Rather melodramatic in his style, in his opening address he described Frank as cruel, heartless and brutal man who hid behind a mask of respectability. He stated that it was the Crown's intention to prove Frank as a liar and a cold, calculating sexual predator and he begged the jury not to be taken in as Carla had initially been.
Carla herself was the main prosecution witness and Mr Millward asked her about their early relationship. She answered in positive tones but went on to describe Frank's controlling and suffocating nature and the way in which he almost tried to possess her. She also told of the aggressive way in which Frank reacted when she told him that she wasn't willing to marry him and then the details of the rape that occurred.

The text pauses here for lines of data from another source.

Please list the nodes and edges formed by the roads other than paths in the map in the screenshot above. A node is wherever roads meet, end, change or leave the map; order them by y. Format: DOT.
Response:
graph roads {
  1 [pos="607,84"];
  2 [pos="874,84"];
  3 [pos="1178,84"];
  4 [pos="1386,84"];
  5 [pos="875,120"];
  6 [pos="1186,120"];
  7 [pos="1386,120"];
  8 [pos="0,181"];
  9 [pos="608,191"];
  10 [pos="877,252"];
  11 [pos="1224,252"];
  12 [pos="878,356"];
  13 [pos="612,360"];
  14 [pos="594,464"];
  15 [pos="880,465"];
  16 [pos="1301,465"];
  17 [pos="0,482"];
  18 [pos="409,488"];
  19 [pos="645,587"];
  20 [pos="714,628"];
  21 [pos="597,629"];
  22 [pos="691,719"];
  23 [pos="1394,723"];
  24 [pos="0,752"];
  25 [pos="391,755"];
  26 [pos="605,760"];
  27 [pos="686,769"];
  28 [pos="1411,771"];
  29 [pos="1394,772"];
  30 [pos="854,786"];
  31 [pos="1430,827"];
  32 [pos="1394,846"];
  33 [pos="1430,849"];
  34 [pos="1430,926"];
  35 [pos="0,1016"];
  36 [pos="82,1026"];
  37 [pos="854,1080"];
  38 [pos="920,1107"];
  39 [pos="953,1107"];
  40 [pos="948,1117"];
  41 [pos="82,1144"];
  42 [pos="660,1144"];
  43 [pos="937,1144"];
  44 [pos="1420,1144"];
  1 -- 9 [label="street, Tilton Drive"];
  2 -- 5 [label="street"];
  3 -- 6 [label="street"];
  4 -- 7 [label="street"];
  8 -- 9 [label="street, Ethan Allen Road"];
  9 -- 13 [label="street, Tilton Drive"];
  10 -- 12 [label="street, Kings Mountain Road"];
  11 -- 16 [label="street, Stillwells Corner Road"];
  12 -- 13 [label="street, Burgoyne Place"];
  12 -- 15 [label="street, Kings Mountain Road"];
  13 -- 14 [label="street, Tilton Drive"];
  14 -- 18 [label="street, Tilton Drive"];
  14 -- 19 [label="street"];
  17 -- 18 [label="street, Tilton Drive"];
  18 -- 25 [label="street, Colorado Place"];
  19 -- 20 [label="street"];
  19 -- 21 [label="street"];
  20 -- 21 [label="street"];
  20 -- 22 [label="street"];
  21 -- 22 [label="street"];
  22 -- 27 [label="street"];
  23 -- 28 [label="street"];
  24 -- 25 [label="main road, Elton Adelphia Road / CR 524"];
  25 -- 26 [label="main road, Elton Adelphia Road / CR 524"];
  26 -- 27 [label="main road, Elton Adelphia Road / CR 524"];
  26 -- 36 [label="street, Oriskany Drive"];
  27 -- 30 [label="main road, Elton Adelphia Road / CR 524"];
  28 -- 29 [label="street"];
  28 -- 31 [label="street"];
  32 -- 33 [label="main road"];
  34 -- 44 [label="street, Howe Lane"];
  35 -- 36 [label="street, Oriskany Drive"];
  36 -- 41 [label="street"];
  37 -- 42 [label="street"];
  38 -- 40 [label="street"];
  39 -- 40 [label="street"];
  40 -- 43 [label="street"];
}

The third witness, and the most damaging to Carla's case, was Peter Barlow. He described the two of them as friends due to their alcohol dependency issues and how he saw Carla immediately after the rape. He also went on to describe Frank's description the next day of Carla as someone who "likes it rough and that's what I gave her". Unfortunately, any good this testimony achieved was written off when the defence exposed Peter and Carla as being in the throes of an affair. Mr Millward remonstrated with Carla afterwards for not being totally honest with him and asked if she had withheld anything more from him.
When going into the court the next day, he told a waiting Peter and Carla not to sit together so as not to create a poor impression on the jury. This was when the case for the defence was presented and, when cross-examining, Mr Millward tried to questioning the discrepancies in Frank's story but he remained cool under pressure, even explaining the photographs of the bruises on Carla's arm as the result of a "passionate" sex life. He then put on a very convincing show when he "broke down" on the stand.
Frank was duly found not guilty and Mr Millward was brutally honest with Carla and Peter in saying that it was their lies that had lost them the case.